■ What to work on:
Below are records to reproduce in full; copy them exactly but keep the pictures out.

■ Material supplied:
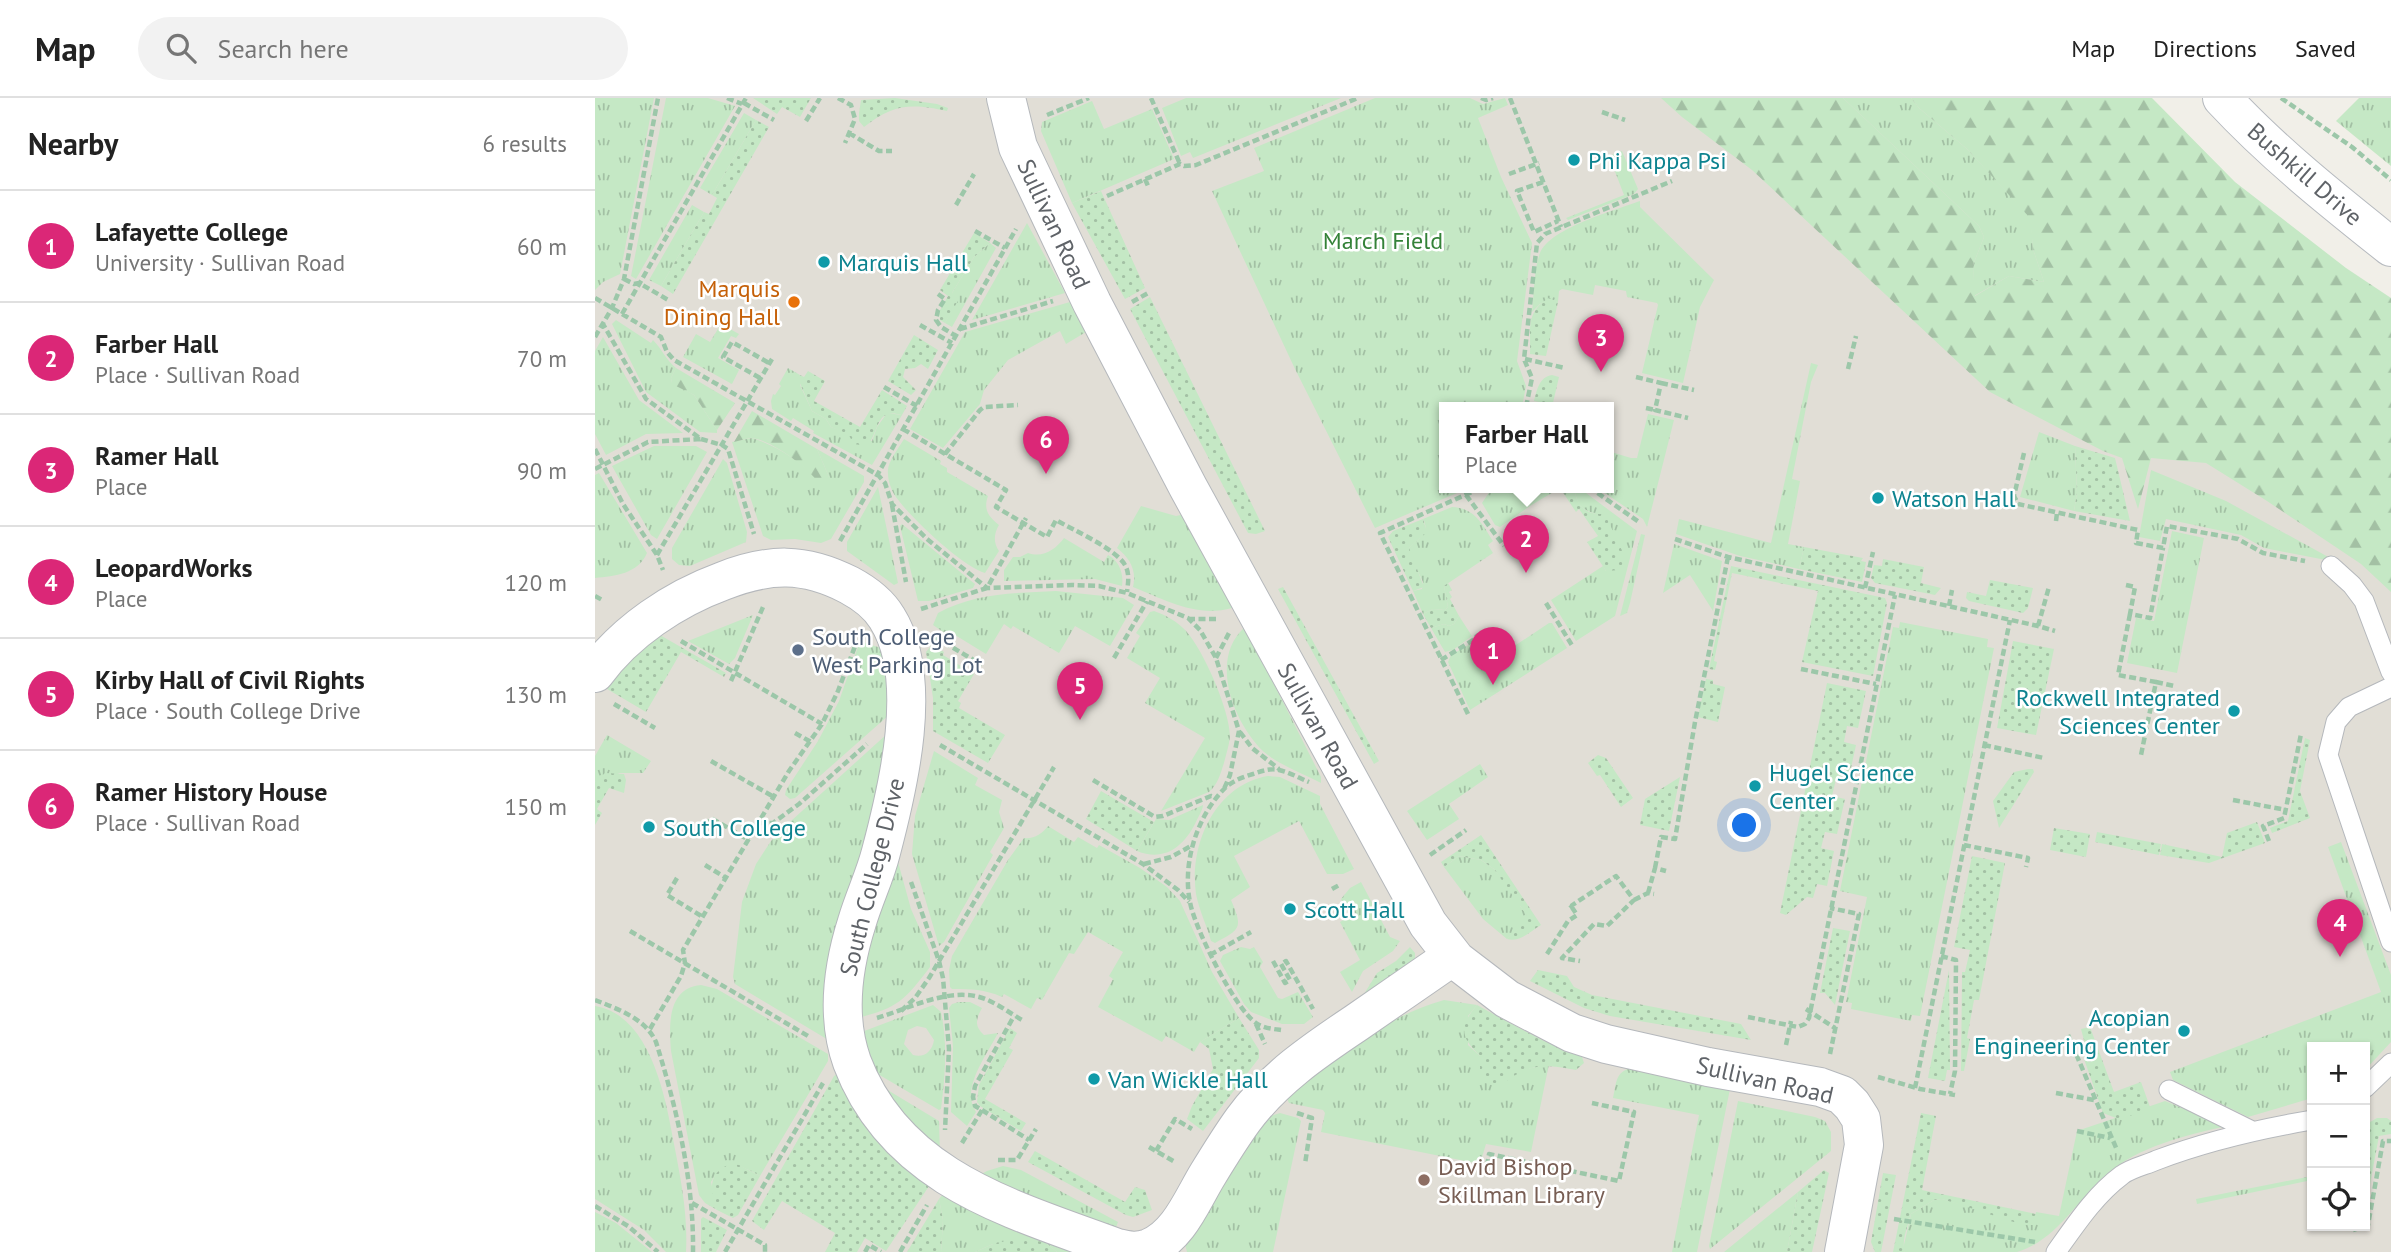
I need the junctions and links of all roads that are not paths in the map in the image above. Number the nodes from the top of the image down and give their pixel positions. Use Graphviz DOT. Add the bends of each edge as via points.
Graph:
graph roads {
  1 [pos="1005,98"];
  2 [pos="2222,98"];
  3 [pos="2391,247"];
  4 [pos="2330,566"];
  5 [pos="2391,672"];
  6 [pos="602,687"];
  7 [pos="2391,687"];
  8 [pos="2391,942"];
  9 [pos="1453,956"];
  10 [pos="2391,1063"];
  11 [pos="2370,1083"];
  12 [pos="2169,1090"];
  13 [pos="2307,1120"];
  14 [pos="2252,1131"];
  15 [pos="2048,1247"];
  16 [pos="1133,1252"];
  17 [pos="1845,1252"];
  1 -- 9 [label="street, Sullivan Road" via="1018,148 1121,359 1352,788 1428,924"];
  2 -- 3 [label="street, Bushkill Drive" via="2315,186"];
  4 -- 5 [label="lane" via="2364,601"];
  6 -- 16 [label="street, South College Drive" via="607,656 651,618 697,591 743,573 764,568 808,569 874,601 888,619 904,670 906,730 881,854 847,963 843,1023 853,1063 880,1115 927,1163 938,1187 994,1201"];
  7 -- 8 [label="lane" via="2349,706 2336,722 2328,755"];
  9 -- 16 [label="street, South College Drive" via="1281,1078 1230,1137 1172,1232 1148,1249"];
  9 -- 17 [label="street, Sullivan Road" via="1507,999 1571,1033 1842,1095 1861,1119 1864,1145"];
  10 -- 11 [label="lane"];
  12 -- 14 [label="lane"];
  13 -- 14 [label="lane"];
  14 -- 15 [label="lane" via="2124,1173"];
}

■ Task answer:
I need the junctions and links of all roads that are not paths in the map in the image above. Number the nodes from the top of the image down and give their pixel positions. Use Graphviz DOT. Add the bends of each edge as via points.
Graph:
graph roads {
  1 [pos="1005,98"];
  2 [pos="2222,98"];
  3 [pos="2391,247"];
  4 [pos="2330,566"];
  5 [pos="2391,672"];
  6 [pos="602,687"];
  7 [pos="2391,687"];
  8 [pos="2391,942"];
  9 [pos="1453,956"];
  10 [pos="2391,1063"];
  11 [pos="2370,1083"];
  12 [pos="2169,1090"];
  13 [pos="2307,1120"];
  14 [pos="2252,1131"];
  15 [pos="2048,1247"];
  16 [pos="1133,1252"];
  17 [pos="1845,1252"];
  1 -- 9 [label="street, Sullivan Road" via="1018,148 1121,359 1352,788 1428,924"];
  2 -- 3 [label="street, Bushkill Drive" via="2315,186"];
  4 -- 5 [label="lane" via="2364,601"];
  6 -- 16 [label="street, South College Drive" via="607,656 651,618 697,591 743,573 764,568 808,569 874,601 888,619 904,670 906,730 881,854 847,963 843,1023 853,1063 880,1115 927,1163 938,1187 994,1201"];
  7 -- 8 [label="lane" via="2349,706 2336,722 2328,755"];
  9 -- 16 [label="street, South College Drive" via="1281,1078 1230,1137 1172,1232 1148,1249"];
  9 -- 17 [label="street, Sullivan Road" via="1507,999 1571,1033 1842,1095 1861,1119 1864,1145"];
  10 -- 11 [label="lane"];
  12 -- 14 [label="lane"];
  13 -- 14 [label="lane"];
  14 -- 15 [label="lane" via="2124,1173"];
}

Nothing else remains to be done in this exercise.